Paradigm shift in IT…
The landscape on how we view Networking is changing. These days, and days/months/years to follow, automation seems to be a key aspect on how Network Infrastructure should be ran. When we look closer – it’s now the responsibility of the workload (i.e. application) to dictate how the ‘fabric’ should be laid out across our Data Centers. The application/workload drives business revenues and waiting for changes on the network to be made can take a significant amount of time which delays product release… which delays revenues generation.
Better yet – what about a new datacentre build, or a DR site or replacement of hardware that went End of Life? Aside from the change control administration that needs to take place, an engineer needs to rack the devices, 10mins each, then cabling – this time varies. Next, power on the device; maybe about 5 mins to startup. Then console into the device through a serial cable (or remotely through a terminal server), maybe 5mins to check that you’re in the device and manually type in commands via the CLI: enable… configuration mode… interface mode… etc.
Sure the engineer can cut-n-paste…BUT they must very careful on how much the buffer can accept in one paste… and then ‘show’ the running configuration to verify that the 25 to 30 lines inputted was taking correctly. Believe me… I’m one to do just that. And afterwards, save and check again… Say that took you 30 – 35 mins.
No big deal, right? What if you have four Spines and eight Leafs? How much time have you exhausted? So that’s 12 devices, 35mins each… oh bathroom break, maybe a bite to eat, and having to change console connections and putty screens, etc. Doing the math: I would have to say about 8.5hrs to 9.5hrs? Oooops I forgot the rack-n-stack, cabling and power-on… say well add another 3hrs for a grand total of 13hrs.
How long should it take?
In the real world – this is a two day job to make sure all your configuration are solid and your Fabric is good to go! But should it take that long? Is there a more efficient way of getting this job done? Yes, it is – through Infrastructure Automation [IA]. I can get a typical Spine/Leaf Fabric up and running under 5mins after the physical connection, rack-n-stack done. FIVE Minutes!!!
To Network Engineer: this doesn’t mean you have relinquish everything you know about configuring devices; just need a better way to be more efficient, a bit more reliable, adapt to the changes across the IT landscape… and to stay, well – relevant!
I’m a 2x CCIE and love the CLI – that’s how I passed the labs; but I am kind tired of the remote sessions, cut-n-paste from notepad++ (I prefer Atom these days), making sure I’m at the correct sub configuration level… waiting and then sometimes have my session log me out because of inactivity due to security enforcement policies set by SOC. It can get tiresome, especially if you’ve been in the game a long time.

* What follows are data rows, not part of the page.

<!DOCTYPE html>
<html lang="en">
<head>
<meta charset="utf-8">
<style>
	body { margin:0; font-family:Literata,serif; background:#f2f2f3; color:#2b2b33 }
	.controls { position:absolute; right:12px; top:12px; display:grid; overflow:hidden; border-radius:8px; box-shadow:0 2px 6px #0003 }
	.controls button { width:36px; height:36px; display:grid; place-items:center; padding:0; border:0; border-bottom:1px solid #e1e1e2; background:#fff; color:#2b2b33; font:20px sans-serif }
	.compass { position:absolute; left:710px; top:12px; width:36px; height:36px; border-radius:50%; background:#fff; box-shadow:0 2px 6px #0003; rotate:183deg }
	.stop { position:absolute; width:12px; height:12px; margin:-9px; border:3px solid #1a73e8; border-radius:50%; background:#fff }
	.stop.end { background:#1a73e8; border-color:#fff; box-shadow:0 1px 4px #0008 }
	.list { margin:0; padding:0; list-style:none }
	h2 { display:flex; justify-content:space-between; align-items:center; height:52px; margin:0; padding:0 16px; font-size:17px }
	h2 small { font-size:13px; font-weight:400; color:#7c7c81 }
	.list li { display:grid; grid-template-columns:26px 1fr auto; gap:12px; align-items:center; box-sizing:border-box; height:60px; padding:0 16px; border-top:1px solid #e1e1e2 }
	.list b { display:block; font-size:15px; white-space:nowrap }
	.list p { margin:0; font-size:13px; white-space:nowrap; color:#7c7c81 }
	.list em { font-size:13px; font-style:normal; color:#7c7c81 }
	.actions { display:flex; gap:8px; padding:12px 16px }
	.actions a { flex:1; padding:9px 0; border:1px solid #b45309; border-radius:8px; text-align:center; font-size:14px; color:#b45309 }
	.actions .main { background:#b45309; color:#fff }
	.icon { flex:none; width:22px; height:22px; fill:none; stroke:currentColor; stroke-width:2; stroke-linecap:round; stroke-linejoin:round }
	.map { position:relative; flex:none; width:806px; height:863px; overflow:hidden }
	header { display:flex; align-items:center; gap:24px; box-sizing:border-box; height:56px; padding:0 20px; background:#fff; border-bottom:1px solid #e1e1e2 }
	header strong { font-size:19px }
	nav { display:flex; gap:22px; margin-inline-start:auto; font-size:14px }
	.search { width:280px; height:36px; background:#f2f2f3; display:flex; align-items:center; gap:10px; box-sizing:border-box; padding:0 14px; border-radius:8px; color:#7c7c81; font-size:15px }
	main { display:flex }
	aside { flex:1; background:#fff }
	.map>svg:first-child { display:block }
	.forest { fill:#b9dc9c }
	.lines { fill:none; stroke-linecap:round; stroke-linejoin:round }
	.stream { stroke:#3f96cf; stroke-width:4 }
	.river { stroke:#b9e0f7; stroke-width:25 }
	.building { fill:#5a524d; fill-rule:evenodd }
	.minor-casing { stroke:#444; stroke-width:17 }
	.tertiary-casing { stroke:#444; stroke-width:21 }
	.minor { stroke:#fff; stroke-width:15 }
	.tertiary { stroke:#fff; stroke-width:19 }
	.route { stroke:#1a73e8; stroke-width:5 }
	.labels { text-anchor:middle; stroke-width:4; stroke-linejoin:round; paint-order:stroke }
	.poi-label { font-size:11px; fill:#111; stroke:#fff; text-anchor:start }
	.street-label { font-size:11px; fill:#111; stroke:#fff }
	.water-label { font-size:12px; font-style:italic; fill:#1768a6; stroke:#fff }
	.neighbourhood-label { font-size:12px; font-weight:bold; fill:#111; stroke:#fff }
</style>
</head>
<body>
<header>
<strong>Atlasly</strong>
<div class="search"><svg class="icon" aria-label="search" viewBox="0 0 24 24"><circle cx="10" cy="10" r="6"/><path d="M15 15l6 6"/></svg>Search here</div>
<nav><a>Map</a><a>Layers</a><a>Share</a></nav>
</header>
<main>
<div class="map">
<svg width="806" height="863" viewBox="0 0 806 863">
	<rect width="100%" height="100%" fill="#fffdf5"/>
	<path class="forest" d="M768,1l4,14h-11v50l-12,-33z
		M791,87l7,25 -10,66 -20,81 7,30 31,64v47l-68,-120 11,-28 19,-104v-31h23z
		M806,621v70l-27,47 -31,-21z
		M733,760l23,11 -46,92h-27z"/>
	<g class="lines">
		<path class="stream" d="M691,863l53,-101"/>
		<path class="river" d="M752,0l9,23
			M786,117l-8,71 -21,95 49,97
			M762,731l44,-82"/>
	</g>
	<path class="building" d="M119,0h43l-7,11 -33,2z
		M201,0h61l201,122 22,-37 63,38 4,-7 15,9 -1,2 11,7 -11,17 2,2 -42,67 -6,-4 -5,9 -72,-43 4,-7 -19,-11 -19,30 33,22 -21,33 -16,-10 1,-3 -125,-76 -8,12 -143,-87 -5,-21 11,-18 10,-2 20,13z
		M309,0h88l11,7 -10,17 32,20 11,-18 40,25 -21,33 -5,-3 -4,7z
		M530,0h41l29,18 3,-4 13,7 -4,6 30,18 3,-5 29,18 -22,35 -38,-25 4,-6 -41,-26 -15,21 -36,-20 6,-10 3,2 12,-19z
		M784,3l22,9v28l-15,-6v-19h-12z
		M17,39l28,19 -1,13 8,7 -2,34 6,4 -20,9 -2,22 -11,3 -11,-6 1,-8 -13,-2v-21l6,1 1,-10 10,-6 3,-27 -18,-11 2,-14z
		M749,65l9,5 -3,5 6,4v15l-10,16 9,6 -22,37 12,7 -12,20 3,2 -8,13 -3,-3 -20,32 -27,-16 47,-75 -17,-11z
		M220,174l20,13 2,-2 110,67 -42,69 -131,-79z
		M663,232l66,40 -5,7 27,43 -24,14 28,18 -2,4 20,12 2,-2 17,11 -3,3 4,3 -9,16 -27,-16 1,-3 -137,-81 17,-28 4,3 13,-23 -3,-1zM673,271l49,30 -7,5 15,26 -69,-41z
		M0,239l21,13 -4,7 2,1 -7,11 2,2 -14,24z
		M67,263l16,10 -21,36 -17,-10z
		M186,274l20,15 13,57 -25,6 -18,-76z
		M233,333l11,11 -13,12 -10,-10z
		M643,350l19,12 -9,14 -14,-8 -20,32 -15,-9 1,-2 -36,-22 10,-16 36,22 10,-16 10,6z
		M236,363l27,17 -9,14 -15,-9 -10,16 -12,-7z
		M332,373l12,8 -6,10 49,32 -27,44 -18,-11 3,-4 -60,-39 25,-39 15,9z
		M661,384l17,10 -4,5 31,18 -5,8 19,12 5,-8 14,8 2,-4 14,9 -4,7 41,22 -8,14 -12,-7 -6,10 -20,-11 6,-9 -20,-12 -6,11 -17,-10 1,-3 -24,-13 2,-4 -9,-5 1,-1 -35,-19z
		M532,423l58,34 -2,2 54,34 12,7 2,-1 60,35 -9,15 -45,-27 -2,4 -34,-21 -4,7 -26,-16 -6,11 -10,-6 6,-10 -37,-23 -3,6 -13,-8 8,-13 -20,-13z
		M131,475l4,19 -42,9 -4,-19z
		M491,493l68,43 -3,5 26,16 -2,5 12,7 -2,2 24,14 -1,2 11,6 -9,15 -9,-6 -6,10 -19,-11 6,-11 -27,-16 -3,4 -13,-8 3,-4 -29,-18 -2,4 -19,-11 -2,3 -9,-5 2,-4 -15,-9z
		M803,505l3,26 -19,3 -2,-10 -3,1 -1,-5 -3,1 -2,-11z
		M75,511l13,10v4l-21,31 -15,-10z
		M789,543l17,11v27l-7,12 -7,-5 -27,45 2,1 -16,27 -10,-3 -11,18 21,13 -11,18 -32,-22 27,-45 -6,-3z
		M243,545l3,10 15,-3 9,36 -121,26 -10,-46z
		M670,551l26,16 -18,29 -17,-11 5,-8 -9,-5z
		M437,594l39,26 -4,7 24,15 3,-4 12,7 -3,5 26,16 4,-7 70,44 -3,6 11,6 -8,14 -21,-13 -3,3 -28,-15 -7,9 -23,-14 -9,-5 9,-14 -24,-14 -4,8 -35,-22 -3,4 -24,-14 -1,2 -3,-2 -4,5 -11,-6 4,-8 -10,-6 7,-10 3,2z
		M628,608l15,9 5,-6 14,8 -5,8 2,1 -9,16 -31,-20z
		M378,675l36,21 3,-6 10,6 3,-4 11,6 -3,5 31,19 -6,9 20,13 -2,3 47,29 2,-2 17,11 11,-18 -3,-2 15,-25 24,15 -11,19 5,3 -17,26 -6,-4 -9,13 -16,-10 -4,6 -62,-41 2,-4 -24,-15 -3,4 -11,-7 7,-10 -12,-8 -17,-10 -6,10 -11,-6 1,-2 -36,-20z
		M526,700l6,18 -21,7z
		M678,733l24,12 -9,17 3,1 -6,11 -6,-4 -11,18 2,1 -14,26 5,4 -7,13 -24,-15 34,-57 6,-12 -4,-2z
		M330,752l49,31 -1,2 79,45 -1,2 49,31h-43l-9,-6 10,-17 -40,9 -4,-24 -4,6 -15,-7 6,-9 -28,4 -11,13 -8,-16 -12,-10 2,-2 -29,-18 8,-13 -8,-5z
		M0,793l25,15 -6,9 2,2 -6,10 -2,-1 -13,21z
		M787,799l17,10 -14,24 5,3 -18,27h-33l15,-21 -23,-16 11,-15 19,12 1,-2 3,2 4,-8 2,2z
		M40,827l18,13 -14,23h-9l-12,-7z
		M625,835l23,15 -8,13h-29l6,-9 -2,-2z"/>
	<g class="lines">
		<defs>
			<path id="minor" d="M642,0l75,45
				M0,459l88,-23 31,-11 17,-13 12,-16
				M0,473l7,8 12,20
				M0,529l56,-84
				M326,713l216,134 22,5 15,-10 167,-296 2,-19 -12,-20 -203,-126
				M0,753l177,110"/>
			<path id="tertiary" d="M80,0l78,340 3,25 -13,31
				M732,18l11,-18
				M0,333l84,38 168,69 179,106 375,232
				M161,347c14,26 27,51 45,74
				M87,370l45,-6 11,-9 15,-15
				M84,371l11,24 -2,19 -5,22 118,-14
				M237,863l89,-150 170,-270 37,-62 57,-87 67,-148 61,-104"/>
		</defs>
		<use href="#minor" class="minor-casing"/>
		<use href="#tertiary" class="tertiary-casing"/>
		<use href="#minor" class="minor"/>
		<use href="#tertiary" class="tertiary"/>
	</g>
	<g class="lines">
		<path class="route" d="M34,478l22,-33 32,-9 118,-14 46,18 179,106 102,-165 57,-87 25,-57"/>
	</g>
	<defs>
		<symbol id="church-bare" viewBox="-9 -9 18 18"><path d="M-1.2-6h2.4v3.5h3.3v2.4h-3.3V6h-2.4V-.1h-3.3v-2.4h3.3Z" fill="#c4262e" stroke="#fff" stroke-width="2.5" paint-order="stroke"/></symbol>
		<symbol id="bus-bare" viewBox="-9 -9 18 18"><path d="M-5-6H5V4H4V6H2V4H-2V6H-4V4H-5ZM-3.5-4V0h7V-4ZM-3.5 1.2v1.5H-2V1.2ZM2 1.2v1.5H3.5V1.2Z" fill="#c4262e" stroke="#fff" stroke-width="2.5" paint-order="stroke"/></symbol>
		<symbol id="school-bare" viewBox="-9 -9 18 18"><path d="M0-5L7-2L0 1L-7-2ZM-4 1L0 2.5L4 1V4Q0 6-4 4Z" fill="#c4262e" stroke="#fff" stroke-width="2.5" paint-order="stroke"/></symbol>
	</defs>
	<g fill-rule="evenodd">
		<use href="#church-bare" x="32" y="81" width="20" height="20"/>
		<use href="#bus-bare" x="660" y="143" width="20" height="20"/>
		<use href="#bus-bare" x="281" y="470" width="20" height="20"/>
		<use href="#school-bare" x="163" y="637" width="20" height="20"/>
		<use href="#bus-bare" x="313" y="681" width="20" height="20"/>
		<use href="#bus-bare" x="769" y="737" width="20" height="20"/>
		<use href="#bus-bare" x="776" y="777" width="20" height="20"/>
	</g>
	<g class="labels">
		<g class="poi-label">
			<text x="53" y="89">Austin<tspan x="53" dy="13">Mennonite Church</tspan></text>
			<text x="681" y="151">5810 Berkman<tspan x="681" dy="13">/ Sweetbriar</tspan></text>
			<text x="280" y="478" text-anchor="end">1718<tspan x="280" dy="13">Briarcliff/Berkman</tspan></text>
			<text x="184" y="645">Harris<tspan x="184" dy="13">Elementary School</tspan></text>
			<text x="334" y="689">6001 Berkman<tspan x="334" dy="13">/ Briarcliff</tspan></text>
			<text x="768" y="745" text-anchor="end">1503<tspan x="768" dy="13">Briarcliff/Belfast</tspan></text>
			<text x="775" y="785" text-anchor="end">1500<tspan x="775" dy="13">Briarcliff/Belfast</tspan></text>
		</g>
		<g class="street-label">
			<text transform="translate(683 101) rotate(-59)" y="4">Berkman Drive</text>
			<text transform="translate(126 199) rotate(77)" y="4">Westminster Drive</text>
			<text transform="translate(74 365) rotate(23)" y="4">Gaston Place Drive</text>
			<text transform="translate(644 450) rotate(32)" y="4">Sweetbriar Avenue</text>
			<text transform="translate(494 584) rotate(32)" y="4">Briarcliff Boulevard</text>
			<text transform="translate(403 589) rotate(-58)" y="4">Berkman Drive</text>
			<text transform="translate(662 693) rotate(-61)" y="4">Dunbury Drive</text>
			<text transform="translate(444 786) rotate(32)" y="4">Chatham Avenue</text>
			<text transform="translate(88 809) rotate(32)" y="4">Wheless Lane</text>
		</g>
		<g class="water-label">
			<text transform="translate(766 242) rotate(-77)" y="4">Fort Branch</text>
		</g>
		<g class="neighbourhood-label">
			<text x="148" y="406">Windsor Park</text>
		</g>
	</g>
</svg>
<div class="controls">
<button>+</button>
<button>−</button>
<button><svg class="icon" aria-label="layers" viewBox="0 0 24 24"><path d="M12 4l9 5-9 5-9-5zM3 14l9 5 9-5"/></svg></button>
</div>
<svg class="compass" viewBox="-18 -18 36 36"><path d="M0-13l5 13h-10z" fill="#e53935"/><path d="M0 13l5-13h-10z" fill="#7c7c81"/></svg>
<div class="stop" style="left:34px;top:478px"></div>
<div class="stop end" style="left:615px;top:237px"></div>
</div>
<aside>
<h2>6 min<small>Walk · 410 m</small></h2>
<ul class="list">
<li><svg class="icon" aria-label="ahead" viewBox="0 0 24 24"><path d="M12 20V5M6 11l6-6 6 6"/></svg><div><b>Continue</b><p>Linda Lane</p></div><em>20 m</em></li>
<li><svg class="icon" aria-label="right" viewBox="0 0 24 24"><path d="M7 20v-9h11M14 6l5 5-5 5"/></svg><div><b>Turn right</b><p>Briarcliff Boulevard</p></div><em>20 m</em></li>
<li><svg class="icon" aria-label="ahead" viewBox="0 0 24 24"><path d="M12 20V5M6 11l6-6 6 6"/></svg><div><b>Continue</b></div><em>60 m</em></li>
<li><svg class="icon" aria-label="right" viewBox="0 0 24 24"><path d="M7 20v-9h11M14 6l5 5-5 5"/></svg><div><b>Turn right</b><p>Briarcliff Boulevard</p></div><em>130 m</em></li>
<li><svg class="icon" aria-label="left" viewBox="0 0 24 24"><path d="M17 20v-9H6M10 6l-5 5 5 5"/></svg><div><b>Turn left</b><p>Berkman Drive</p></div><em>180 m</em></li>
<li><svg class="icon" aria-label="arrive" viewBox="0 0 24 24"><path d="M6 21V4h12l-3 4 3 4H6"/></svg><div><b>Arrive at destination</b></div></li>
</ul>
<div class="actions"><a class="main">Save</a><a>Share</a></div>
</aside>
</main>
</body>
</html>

It’s time to move into the DevOp world and tweak our personalities a bit – let become InfraOps Engineers [???], NetOps [??] FabOps[??].
So you’ve seen my blog postings on:
- DHCP to the Rescue…using Linux
- Web Servers – Start your NGIN…X
- My name is DNS & Time Check with NTP, Part 1 & 2
- The Answer is ANSIBLE… Sort of…
All of those were leading up to this Blog! We’ll use each of these services along with Arista switches to bring up an OSPF fabric so two hosts on different subnets,can communicate in under 5mins (well maybe 6mins…) with the use of Ansible as a CMS [Configuration Management System] tool
DISCLAIMER: The material presented in this blog is for educational and training purposes only. Neither the author(s), AHA-VTS.com© nor Ahaliblogger© assume any liability or responsibility to any person or entity with respect to loss or damages incurred from the information contained in this blog.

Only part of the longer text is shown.